“I COULDN’T see too much good in losing that play-off final at Wembley last year, but perhaps this is meant to be.”

Only now, after winning promotion back to the Premier League, can Reading manager Brian McDermott make sense of missing out to Swansea last season.

Perhaps 12 months from now Burnley manager Eddie Howe might have a similar sense of reasoning.

A campaign that began with plenty of optimism, just as the previous one did, is ending with nothing but pride to play for.

There are ifs and buts aplenty for the Clarets as the 2011/12 season draws to a close.

If only their home form had been better, if only they hadn’t dropped points from winning positions, there might still be so much more at stake going into the last two games of the season.

As it is, Howe – at the end of his first full season in charge – is already looking ahead to the next campaign, while trying to bow out of this one on a winning note.

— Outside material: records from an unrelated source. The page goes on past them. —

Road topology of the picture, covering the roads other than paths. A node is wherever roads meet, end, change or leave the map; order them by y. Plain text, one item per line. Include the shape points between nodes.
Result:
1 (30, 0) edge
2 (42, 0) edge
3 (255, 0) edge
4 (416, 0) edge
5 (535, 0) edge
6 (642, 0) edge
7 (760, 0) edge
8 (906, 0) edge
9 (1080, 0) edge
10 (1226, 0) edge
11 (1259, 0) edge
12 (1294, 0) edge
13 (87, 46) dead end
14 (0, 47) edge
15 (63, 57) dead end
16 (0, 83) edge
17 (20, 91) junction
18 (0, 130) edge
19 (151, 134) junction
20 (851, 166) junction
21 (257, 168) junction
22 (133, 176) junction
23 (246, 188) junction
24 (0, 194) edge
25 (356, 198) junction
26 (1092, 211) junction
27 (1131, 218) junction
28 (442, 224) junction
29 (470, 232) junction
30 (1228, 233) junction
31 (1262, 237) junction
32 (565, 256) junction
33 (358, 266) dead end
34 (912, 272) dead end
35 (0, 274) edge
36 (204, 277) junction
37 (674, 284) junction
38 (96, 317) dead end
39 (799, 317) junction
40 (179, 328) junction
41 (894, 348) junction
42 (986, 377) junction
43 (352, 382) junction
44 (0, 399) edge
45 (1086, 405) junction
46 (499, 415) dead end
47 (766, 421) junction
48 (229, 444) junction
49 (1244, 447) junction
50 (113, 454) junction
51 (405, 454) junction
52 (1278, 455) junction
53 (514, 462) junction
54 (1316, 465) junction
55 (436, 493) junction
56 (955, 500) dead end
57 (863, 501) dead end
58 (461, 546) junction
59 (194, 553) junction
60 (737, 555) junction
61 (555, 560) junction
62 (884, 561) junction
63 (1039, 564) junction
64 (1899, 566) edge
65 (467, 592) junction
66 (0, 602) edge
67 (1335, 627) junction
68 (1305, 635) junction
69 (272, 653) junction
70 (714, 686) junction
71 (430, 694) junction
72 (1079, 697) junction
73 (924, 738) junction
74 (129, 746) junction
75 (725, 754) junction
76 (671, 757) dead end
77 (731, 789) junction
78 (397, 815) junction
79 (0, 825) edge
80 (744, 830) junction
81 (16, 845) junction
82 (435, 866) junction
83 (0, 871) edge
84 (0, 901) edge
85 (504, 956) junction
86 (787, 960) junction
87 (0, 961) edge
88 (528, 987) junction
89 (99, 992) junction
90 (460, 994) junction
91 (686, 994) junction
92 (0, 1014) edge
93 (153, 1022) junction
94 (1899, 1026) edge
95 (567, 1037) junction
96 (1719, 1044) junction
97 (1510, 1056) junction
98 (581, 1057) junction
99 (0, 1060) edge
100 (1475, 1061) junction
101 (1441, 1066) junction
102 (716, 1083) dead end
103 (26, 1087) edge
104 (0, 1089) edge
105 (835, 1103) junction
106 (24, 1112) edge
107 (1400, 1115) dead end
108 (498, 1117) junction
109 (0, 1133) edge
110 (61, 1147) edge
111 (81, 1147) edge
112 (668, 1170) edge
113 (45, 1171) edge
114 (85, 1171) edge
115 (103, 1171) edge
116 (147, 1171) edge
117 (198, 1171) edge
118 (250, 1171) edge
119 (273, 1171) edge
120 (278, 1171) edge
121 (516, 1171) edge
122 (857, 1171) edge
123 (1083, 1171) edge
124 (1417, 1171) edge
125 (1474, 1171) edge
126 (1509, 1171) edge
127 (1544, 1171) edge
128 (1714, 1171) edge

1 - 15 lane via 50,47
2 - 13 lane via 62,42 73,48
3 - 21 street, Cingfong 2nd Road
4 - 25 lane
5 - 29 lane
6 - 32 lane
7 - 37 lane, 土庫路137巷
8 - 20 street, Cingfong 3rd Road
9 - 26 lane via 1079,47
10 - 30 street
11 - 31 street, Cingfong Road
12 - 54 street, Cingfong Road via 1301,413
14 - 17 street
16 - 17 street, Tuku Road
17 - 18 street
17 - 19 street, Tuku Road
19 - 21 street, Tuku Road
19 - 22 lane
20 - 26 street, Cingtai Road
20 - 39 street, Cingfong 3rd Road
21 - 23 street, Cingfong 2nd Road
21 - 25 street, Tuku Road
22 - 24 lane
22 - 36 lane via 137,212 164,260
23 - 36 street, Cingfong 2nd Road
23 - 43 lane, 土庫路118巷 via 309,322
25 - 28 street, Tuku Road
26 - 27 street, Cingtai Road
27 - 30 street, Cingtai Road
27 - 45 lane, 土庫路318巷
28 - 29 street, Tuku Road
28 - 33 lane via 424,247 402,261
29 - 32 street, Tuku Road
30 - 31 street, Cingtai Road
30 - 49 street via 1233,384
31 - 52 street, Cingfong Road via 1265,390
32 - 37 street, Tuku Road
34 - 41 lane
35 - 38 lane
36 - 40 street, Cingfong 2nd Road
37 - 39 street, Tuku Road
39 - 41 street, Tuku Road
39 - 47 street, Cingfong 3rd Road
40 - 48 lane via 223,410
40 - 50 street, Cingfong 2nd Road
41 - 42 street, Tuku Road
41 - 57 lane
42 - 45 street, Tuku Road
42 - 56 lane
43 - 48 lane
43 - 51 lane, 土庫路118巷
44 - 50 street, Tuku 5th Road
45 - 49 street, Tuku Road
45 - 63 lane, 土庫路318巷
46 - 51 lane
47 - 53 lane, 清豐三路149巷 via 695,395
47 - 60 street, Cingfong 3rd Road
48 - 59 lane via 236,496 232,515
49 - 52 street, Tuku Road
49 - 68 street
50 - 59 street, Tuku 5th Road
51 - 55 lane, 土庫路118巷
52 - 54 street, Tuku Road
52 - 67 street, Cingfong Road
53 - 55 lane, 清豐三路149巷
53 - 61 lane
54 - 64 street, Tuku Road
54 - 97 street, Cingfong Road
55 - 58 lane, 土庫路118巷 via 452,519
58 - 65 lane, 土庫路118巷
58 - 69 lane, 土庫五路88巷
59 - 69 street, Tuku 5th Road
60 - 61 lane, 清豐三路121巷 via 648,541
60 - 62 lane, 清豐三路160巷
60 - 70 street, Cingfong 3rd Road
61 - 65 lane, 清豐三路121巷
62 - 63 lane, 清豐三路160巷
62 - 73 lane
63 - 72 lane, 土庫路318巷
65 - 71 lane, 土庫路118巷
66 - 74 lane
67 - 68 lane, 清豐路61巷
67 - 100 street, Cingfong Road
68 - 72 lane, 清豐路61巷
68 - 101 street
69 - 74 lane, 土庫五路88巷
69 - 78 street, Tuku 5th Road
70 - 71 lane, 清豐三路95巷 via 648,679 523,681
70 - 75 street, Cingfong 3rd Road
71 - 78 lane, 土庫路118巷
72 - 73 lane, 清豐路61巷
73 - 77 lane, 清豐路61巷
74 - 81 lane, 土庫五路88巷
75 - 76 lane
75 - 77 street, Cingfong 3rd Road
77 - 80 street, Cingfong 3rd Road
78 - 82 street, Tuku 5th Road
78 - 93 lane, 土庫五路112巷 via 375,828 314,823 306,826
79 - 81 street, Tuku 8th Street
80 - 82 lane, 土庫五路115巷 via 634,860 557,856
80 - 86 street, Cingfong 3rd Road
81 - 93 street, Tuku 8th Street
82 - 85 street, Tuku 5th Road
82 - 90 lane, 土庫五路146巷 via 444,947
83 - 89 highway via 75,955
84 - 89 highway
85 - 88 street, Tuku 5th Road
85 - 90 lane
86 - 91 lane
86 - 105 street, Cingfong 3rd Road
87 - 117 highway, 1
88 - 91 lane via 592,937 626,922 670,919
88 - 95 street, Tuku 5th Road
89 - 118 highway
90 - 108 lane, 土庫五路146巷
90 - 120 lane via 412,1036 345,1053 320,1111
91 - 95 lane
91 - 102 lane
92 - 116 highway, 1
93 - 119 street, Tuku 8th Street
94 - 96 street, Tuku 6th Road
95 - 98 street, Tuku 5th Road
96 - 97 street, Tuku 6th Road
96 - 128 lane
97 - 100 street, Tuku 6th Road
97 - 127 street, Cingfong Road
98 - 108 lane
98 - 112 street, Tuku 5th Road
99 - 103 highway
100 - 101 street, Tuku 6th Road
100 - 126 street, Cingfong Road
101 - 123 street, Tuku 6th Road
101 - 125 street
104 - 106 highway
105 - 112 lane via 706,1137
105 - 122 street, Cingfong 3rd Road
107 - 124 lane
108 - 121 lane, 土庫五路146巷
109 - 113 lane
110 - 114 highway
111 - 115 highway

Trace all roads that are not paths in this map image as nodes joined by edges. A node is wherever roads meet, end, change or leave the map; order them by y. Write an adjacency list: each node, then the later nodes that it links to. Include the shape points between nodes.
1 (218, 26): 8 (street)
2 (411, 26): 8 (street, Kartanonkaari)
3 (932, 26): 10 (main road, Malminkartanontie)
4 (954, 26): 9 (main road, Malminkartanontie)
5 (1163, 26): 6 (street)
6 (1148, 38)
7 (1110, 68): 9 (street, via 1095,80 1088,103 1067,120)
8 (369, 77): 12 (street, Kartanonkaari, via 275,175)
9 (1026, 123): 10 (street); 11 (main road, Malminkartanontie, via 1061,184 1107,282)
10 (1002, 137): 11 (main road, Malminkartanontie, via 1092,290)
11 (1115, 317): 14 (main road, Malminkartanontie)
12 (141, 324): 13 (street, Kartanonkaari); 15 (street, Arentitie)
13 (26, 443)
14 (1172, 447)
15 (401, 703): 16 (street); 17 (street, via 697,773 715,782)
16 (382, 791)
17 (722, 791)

There are echoes of last season that they had hoped to avoid, when Burnley’s faint top six bid evaporated before the last game.

Events of July and August, when key players were sold, have conspired against them now.

If Chris Eagles and Tyrone Mears hadn’t been allowed to leave two weeks before the first game – or at least sold earlier if their exit was inevitable – then Howe would not have wasted, for want of a better word, valuable pre-season time on the training ground with them, and instead could have invested more time into their replacements.

There are lessons to be learned for the future, at all levels of the club.

It isn’t all negative, though.

If Mears had stayed, then Kieran Trippier would not be a Burnley player now.

He will be a big player going forward and he isn’t the only one.

Twelve months of regular first team football for the likes of David Edgar, who has earned a contract extension; Ben Mee, who is settled at a new club after an uncertain future with Manchester City; and Charlie Austin, who has proved to everyone that he can score goals in the Championship can only stand the individuals – and therefore the team – in good stead for the future.

Success this season may have come too soon.

With a year’s experience and Championship exertions, perhaps this year’s frustrations are ‘meant to be’ for Howe’s Clarets.